8. Optional Payload Header

    When the extension bit of the JPEG 2000 payload header is 1, an
    optional payload header follows the payload header.  The JPEG 2000
    video stream payload comes after the optional payload header.  The
    figure shows a general format of the optional payload header.

     0                  1                   2                  3
     0 1 2 3 4 5 6 7 8 9 0 1 2 3 4 5 6 7 8 9 0 1 2 3 4 5 6 7 8 9 0 1
    +-+-+-+-+-+-+-+-+-+-+-+-+-+-+-+-+-+-+-+-+-+-+-+-+-+-+-+-+-+-+-+-+
    |    optype   |X|             length            |               |
    +-+-+-+-+-+-+-+-+-+-+-+-+-+-+-+-+-+-+-+-+-+-+-+-+               |
    |                   option specific format .....                |
    +-+-+-+-+-+-+-+-+-+-+-+-+-+-+-+-+-+-+-+-+-+-+-+-+-+-+-+-+-+-+-+-+

        Fig. 5 : JPEG 2000 video stream optional payload header generic
                format

    optype : 7 bits

        optype describes the optional payload header type.  Optype value
        0 MUST not be used.  Optype values from 1 to 63 are defined in
        the specification.  In this draft, 1 and 2 are defined and the
        rest are reserved for future use. Optype values from 64 to 127
        are application-defined ones and can be freely used for
        application's own definition.  Any optype values in the range of
        0-63 not specified within this document MUST be ignored and the
        accompanying header must be ignored as well.

        +--------------------+----------------------------------+
        | Optype value range | Defined in                       |
        +--------------------+----------------------------------+
        | 0                  | Not allowed.                     |
        | 1-63               | In this specification.           |
        | 64-127             | Free for application definition. |
        +--------------------+----------------------------------+

                Table 2: Optype value definition range

    X : 1 bit

Edwards, et al.                                                [Page 17]


INTERNET-DRAFT     draft-ietf-avt-rtp-jpeg2000-01.txt          June 2002


        Further extension bit.

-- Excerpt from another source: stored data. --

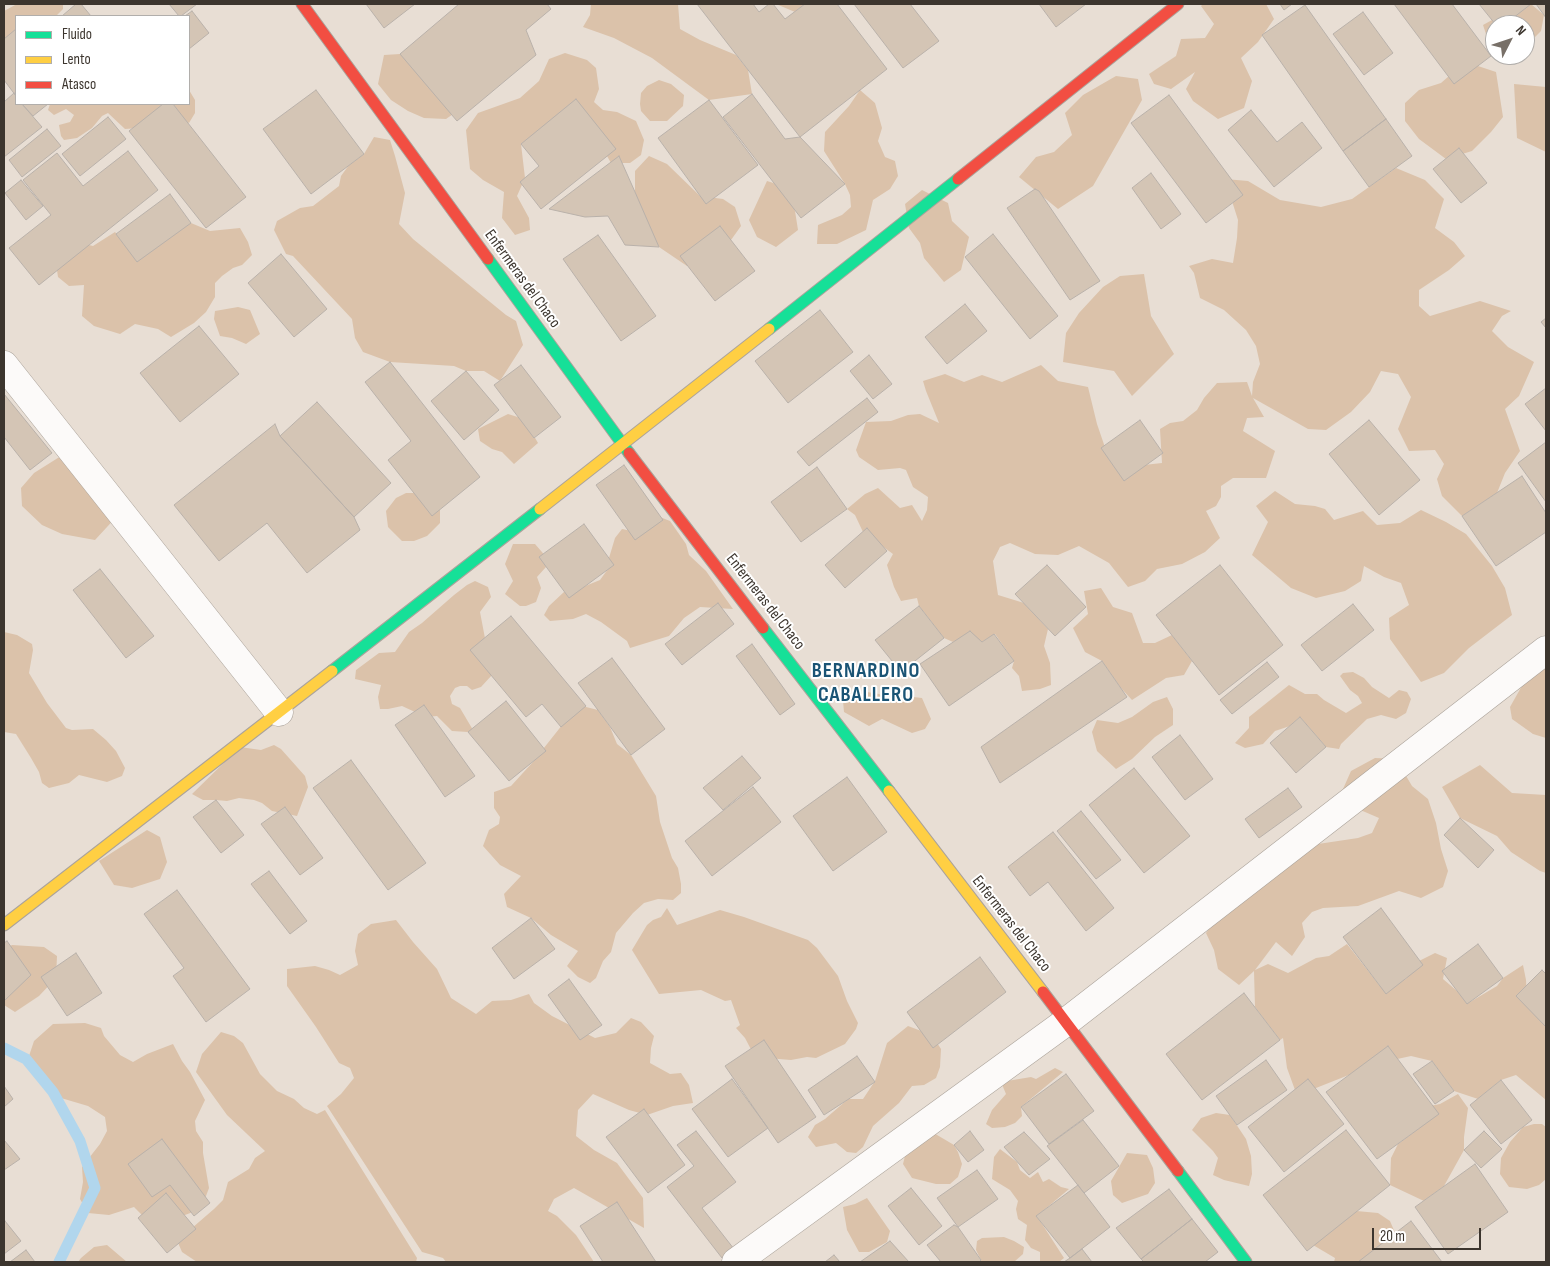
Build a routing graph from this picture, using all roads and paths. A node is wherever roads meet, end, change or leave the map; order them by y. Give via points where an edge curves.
1 (302, 4) edge
2 (1178, 4) edge
3 (4, 365) edge
4 (623, 445) junction
5 (1546, 650) edge
6 (279, 712) junction
7 (4, 925) edge
8 (1066, 1022) junction
9 (736, 1262) edge
10 (1246, 1262) edge

1 - 4 main road, Enfermeras del Chaco
2 - 4 main road
3 - 6 street
4 - 6 main road
4 - 8 main road, Enfermeras del Chaco
5 - 8 street
6 - 7 main road
8 - 9 street
8 - 10 main road, Enfermeras del Chaco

This must be set to 1 if another optional
        payload header follows this optional payload header; otherwise
        it must be set to 0.

        When the extension bit of the optional header is 1, another
        optional payload header MUST come immediately after this
        optional payload header.

    length : 16 bits

        This value must be the length of optional header in bytes.  The
        receiver shall perform processing for the optional header when
        the extension bit of the JPEG 2000 payload header is 1.


8.1 Marker Segment Optional Header

    The marker segment optional header allows changes to almost any
    property of the JPEG 2000 main or tile header functional markers
    such as: (SIZ, COD, COC, RGN, QCD, QCC, POC, etc.)

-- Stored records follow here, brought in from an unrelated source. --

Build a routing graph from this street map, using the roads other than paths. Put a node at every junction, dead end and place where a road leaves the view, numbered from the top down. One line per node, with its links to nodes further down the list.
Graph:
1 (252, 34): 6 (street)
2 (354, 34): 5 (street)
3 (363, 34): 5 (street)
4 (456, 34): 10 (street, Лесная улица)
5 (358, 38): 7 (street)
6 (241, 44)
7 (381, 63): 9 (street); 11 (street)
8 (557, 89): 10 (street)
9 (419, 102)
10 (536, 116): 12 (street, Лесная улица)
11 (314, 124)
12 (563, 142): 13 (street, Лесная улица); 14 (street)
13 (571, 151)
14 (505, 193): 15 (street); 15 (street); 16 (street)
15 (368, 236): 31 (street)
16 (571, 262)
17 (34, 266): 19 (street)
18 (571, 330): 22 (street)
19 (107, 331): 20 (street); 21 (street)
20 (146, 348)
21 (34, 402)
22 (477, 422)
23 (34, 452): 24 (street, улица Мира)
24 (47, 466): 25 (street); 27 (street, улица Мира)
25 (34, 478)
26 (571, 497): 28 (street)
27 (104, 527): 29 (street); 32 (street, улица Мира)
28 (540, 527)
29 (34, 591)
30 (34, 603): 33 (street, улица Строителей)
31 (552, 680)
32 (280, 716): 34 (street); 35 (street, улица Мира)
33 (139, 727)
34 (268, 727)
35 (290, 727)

    As an optional header, this can be used to duplicate critical data
    from the main or tile header redundantly with each packet.  At the
    same time, small changes to a larger header would be simple with
    this marker.

    The format of this optional header:

     0                   1                   2                   3
     0 1 2 3 4 5 6 7 8 9 0 1 2 3 4 5 6 7 8 9 0 1 2 3 4 5 6 7 8 9 0 1
    +-+-+-+-+-+-+-+-+-+-+-+-+-+-+-+-+-+-+-+-+-+-+-+-+-+-+-+-+-+-+-+
    |  optype=1   |X|             length            |F|  JP2code  |
    +-+-+-+-+-+-+-+-+-+-+-+-+-+-+-+-+-+-+-+-+-+-+-+-+-+-+-+-+-+-+-+
    |                        marker segment data                  |
    +-+-+-+-+-+-+-+-+-+-+-+-+-+-+-+-+-+-+-+-+-+-+-+-+-+-+-+-+-+-+-+

             Fig. 6 : Marker segment optional header format

    optype: 7 bits

        This value MUST be 1 for this optional header.

    X : 1 bit

        Extension bit. This signifies whether another optional header
        follows this one.  If there is another, the X bit MUST be set to
        1; else, it must be 0. For multiple changes to the header,
        chaining these headers together is recommended.

    length : 16 bits

        Length value.  The length of this optional marker should be the
        length of the corresponding JP2 functional marker minus 1.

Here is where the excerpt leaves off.